Une tournure m’intrigue particulièrement (Job 40.19), à propos de Behémoth :
הוּא רֵאשִׁית דַּרְכֵי־אֵל
Il est le commencement des voies de Dieu…
On ne peut s’empêcher de penser à Colossiens 1.15 et Proverbes 8.22. Mais alors, quel est le sens ?
Bien d’autres passages intriguent, mais quand on pense à Révélation 13.1 qui décrit une bête sauvage à 7 têtes et 10 cornes, on est assez tenté alors de faire le rapprochement avec le dragon mythique Léviathan – un dragon en réalité moins mythique que symbolique.
Quand on essaie d’identifier ces deux protagonistes, c’est en fait le sens profond du livre de Job auquel on s’attaque. Bien sûr on sait qu’il traite du problème du mal, du culte désintéressé qu’un humain peut rendre à Dieu. Mais sait-on bien ce que Dieu répond à Job ? A-t-on décrypté ses paroles, comme on peut décrypter par exemple ses paroles en Genèse 3.15 ?
Le prolifique Gérard Gertoux livre à nouveau une étude passionnante :The Book of Job : When, Where and Why ? Tout un programme !
C’est dense, c’est bien documenté – et pour une fois, cela ne se résume pas à la chronologie, puisqu’au when (quand Job a-t-il vécu ?), Gertoux ajoute deux éléments fort intéressants, le where (où Job a-t-il vécu ?) et surtout why (pourquoi le livre de Job a-t-il été écrit, quel est son message aujourd’hui ?). Des éléments historiques, géographiques et théologiques se mêlent donc pour livrer l’une de ses thèses les plus captivantes. On y trouve une analyse serrée de la prophétie de Daniel, de son aboutissement dans la Révélation, et de son lien profond avec le livre de Job.
Le moins qu’on puisse dire, c’est que c’est assez inattendu – et surtout, cela explique et élucide bien des « mystères ».
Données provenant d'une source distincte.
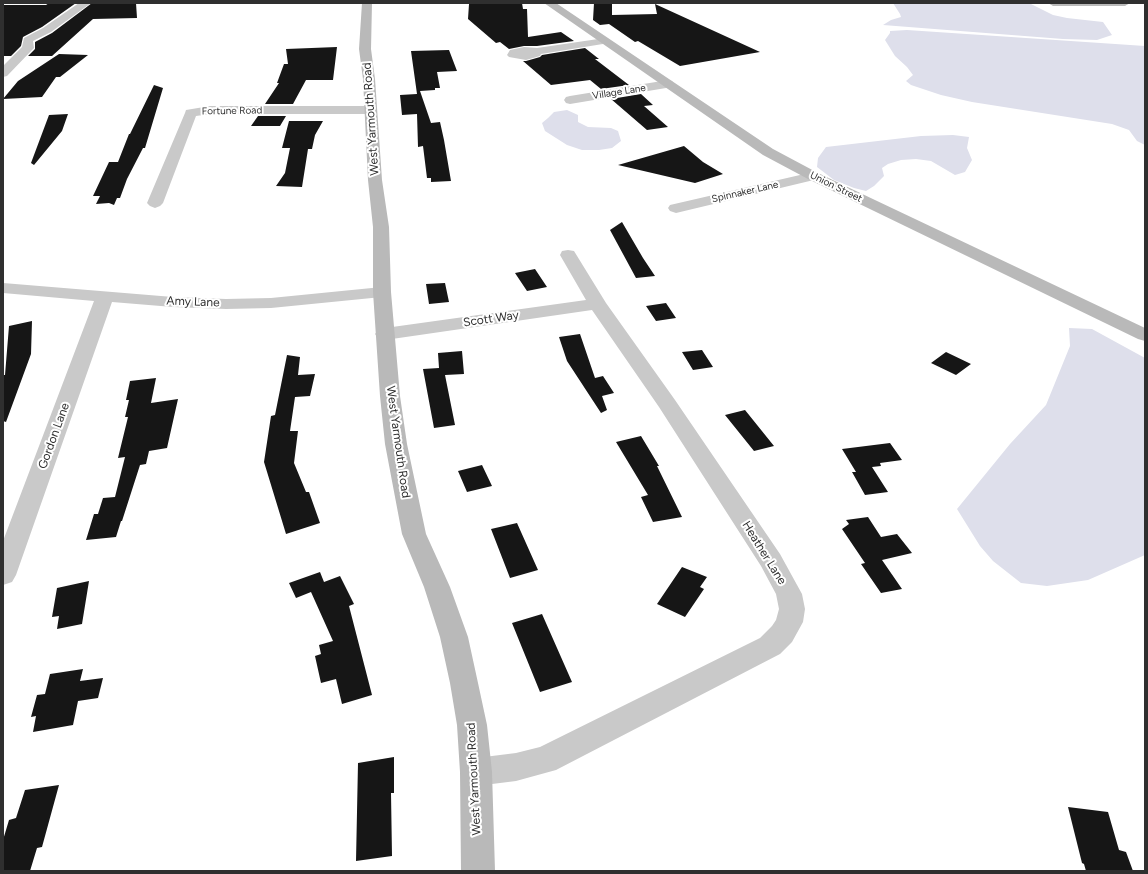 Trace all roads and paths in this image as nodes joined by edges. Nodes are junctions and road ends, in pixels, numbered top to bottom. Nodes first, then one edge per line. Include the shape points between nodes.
1 (86, 3) edge
2 (368, 3) edge
3 (549, 3) edge
4 (1052, 3) edge
5 (1125, 3) edge
6 (605, 41) junction
7 (535, 52) dead end
8 (3, 73) edge
9 (668, 84) junction
10 (570, 100) dead end
11 (371, 110) junction
12 (813, 176) junction
13 (155, 203) dead end
14 (676, 208) dead end
15 (568, 255) dead end
16 (3, 288) edge
17 (382, 292) junction
18 (105, 297) junction
19 (597, 304) junction
20 (385, 334) junction
21 (1145, 335) edge
22 (3, 575) edge
23 (476, 772) junction
24 (478, 871) edge

1 - 8 street via 28,40 28,48
2 - 11 main road, West Yarmouth Road via 365,49
3 - 6 main road, Union Street
4 - 5 main road
6 - 7 street
6 - 9 main road, Union Street
9 - 10 street, Village Lane
9 - 12 main road, Union Street via 768,152
11 - 13 street, Fortune Road via 210,110 191,113
11 - 17 main road, West Yarmouth Road via 381,227
12 - 14 street, Spinnaker Lane
12 - 21 main road, Union Street
15 - 19 street, Heather Lane
16 - 18 street, Amy Lane
17 - 18 street, Amy Lane via 247,304
17 - 20 main road, West Yarmouth Road
18 - 22 street, Gordon Lane
19 - 20 street, Scott Way
19 - 23 street, Heather Lane via 772,561 789,594 792,609 789,622 782,634 763,650 545,760
20 - 23 main road, West Yarmouth Road via 396,444 406,498 414,534 437,587 454,637 472,725
23 - 24 main road, West Yarmouth Road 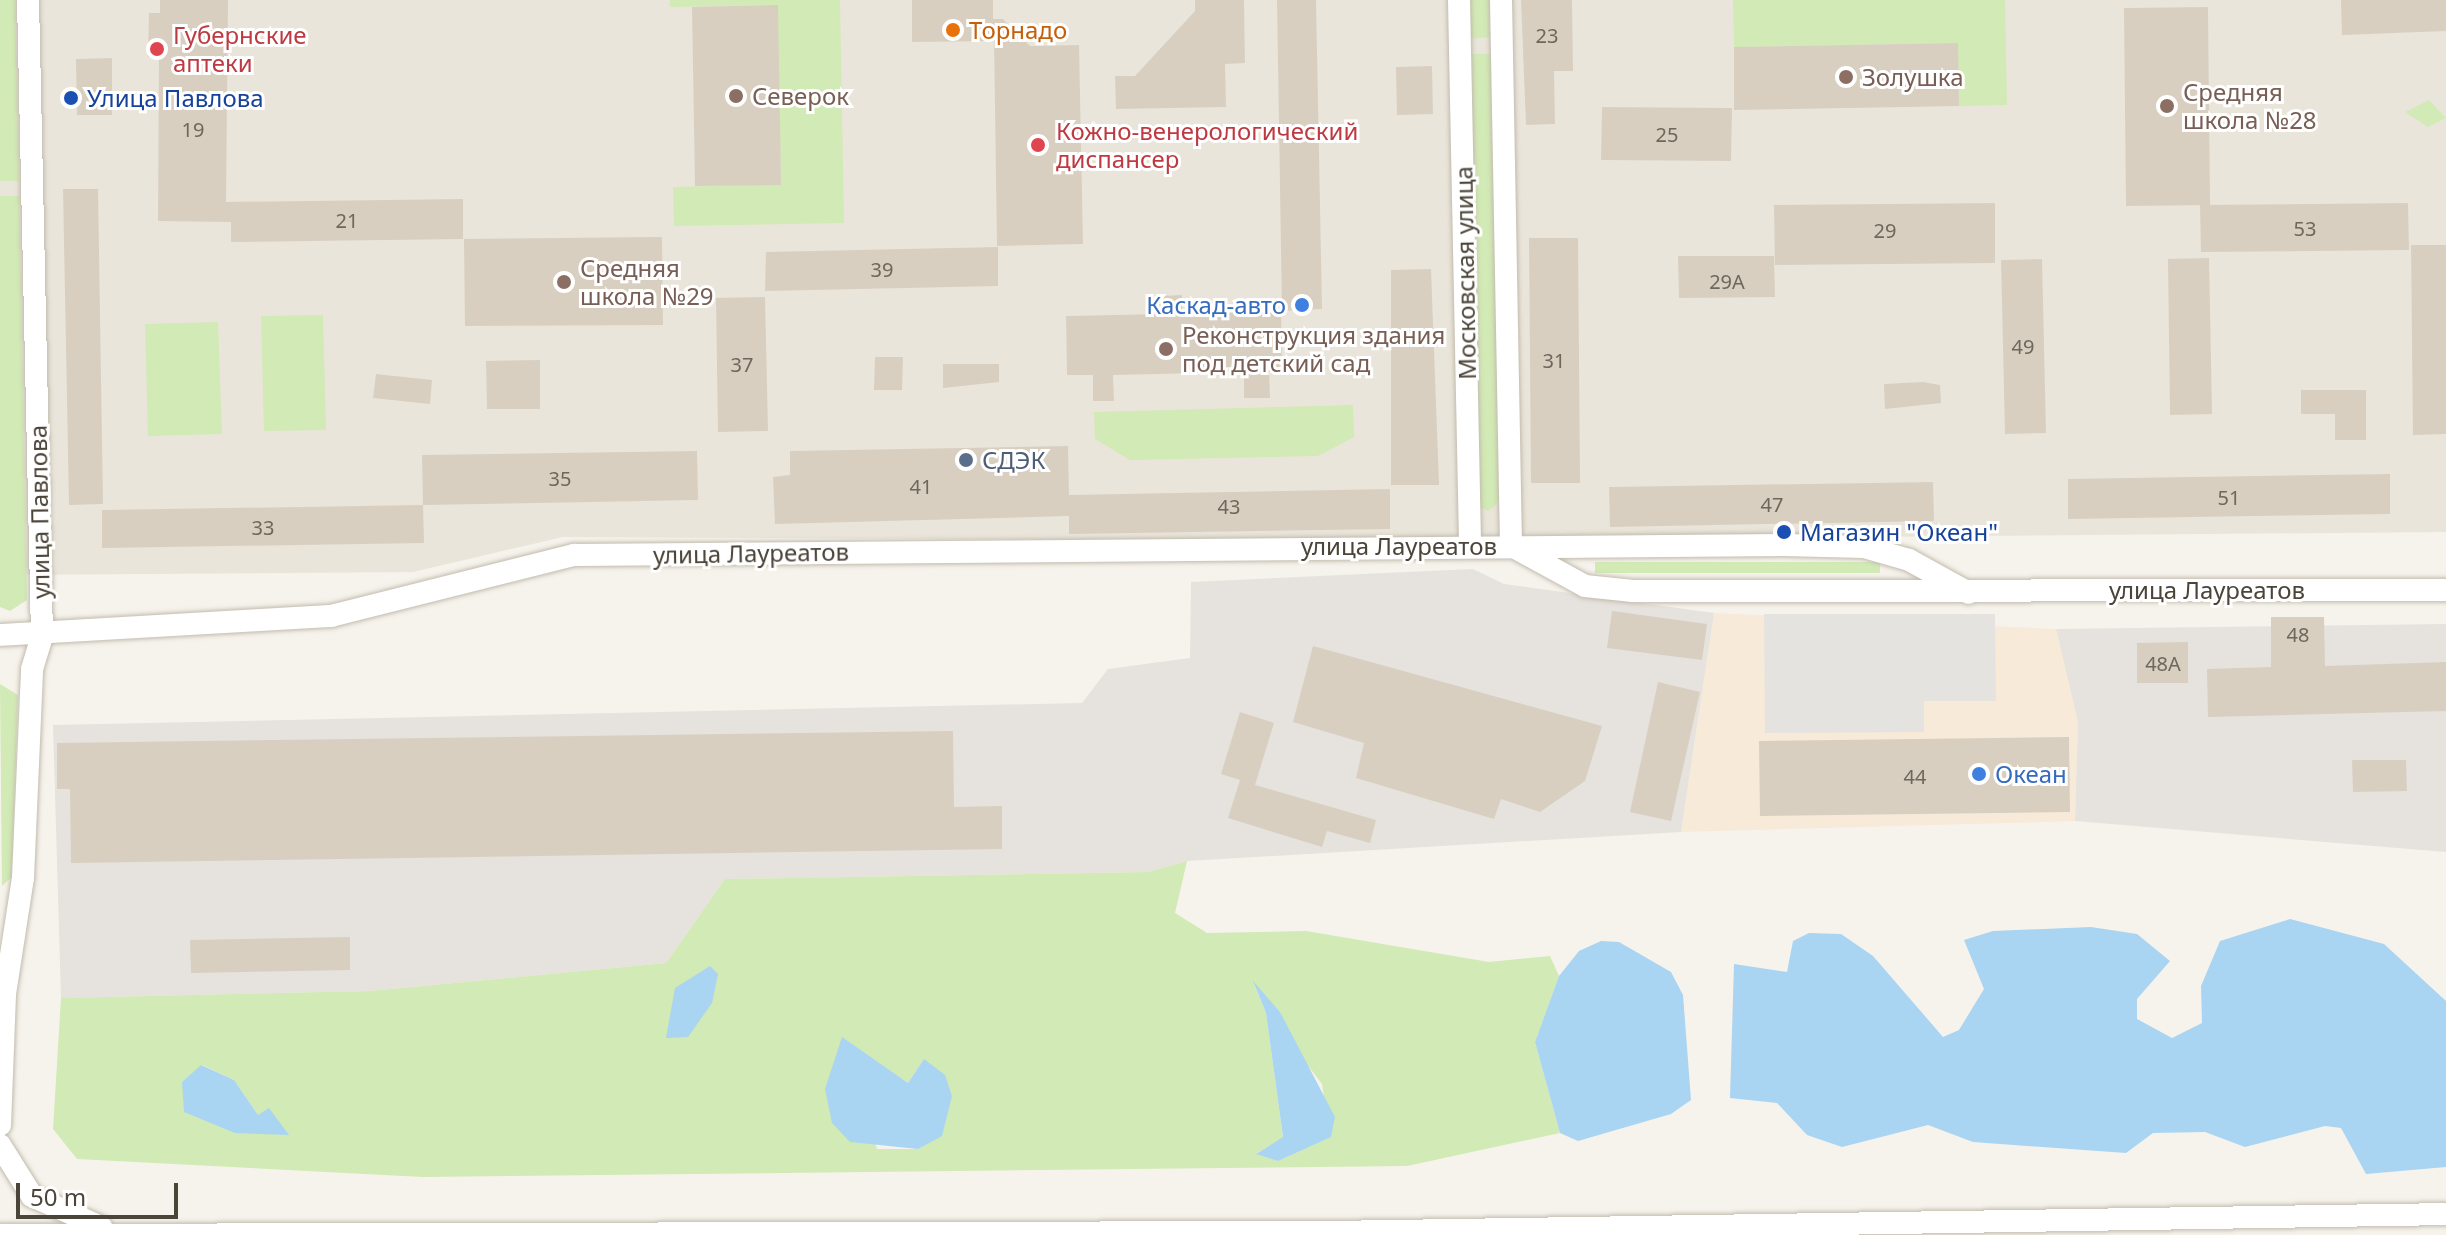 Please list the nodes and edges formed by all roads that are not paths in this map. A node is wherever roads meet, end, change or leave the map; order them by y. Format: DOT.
graph roads {
  1 [pos="28,0"];
  2 [pos="1459,0"];
  3 [pos="1501,0"];
  4 [pos="1470,545"];
  5 [pos="1511,545"];
  6 [pos="2446,590"];
  7 [pos="1969,593"];
  8 [pos="0,635"];
  9 [pos="42,636"];
  10 [pos="0,968"];
  11 [pos="5,994"];
  12 [pos="0,1125"];
  13 [pos="0,1145"];
  14 [pos="2446,1214"];
  15 [pos="118,1233"];
  16 [pos="0,1235"];
  1 -- 9 [label="street, улица Павлова"];
  2 -- 4 [label="street, Московская улица"];
  3 -- 5 [label="street, Московская улица"];
  4 -- 5 [label="street, улица Лауреатов"];
  4 -- 9 [label="street, улица Лауреатов"];
  5 -- 7 [label="street, улица Лауреатов"];
  5 -- 7 [label="street, улица Лауреатов"];
  6 -- 7 [label="street, улица Лауреатов"];
  8 -- 9 [label="street, улица Лауреатов"];
  9 -- 11 [label="street, улица Павлова"];
  10 -- 11 [label="street"];
  11 -- 12 [label="street"];
  13 -- 15 [label="street"];
  14 -- 15 [label="street"];
  15 -- 16 [label="street"];
} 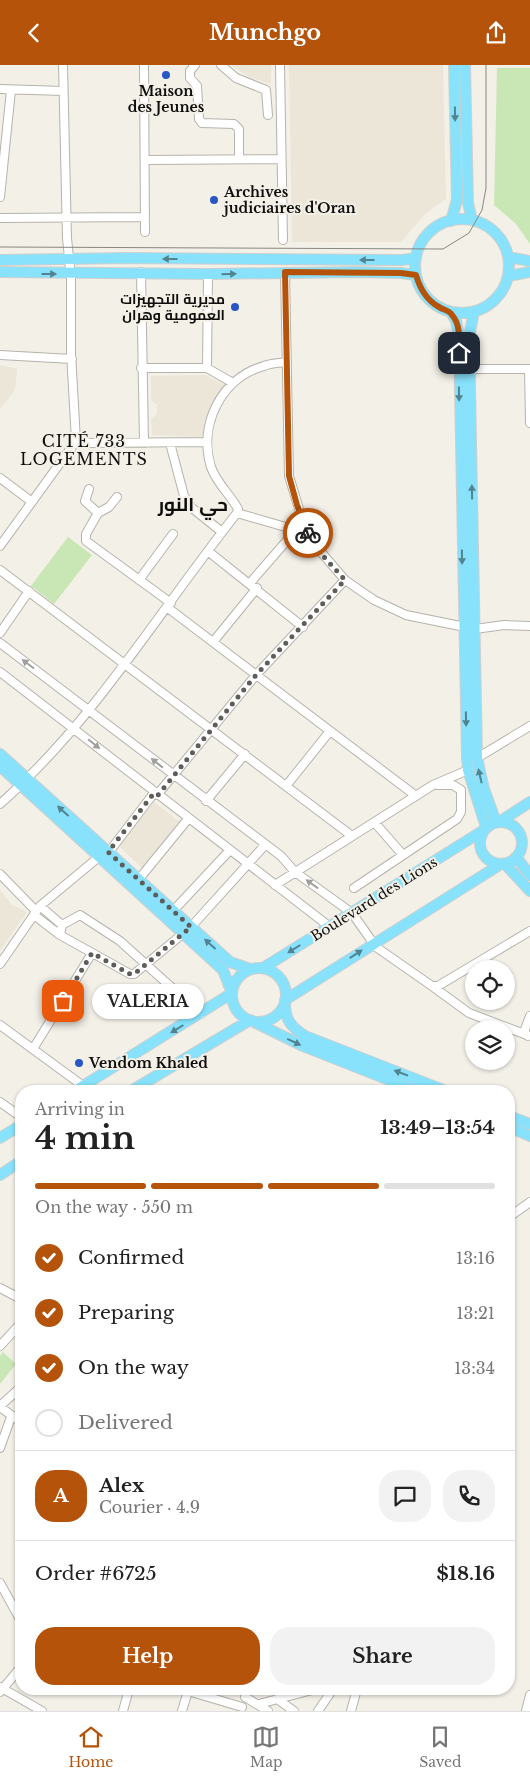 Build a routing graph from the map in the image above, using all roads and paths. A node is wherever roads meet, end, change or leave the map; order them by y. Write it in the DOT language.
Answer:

À cette analyse historique, géographique et théologique de Job par Gertoux, il serait souhaitable d’ajouter une analyse littéraire, car je pense qu’on ne peut dissocier le fond de la forme en poésie. Certaines explications avancées par Gertoux (par exemple sur כִּימָה et כְּסִיל) pourraient être soutenues plus efficacement par ce biais. De même, son approche rationnelle à l’excès suscite des objections (ah, et que faire de l’herbe que mange Behémoth – Job 40.15 ?) qui pourraient être levées si l’on prenait en compte le caractère poétique de certaines descriptions. Je précise : l’approche naturaliste échoue à tout expliquer, de même que l’approche mythologique, de même que l’approche rationnelle. Il faudrait, je pense, superposer ces lectures pour rendre compte de Job ! En particulier, je ne suis pas persuadé qu’évacuer la composante mythologique soit nécessaire (pourquoi ne pas voir une récupération des légendes babyloniennes, leur démythification, et leur réactualisation ? Certains concepts mythologiques figurent bel et bien dans les Écritures, cf. 2Pierre 2.4 ; mais ce qui importe c’est moins le symbole ou sa provenance que le sens qu’il prend dans la Bible).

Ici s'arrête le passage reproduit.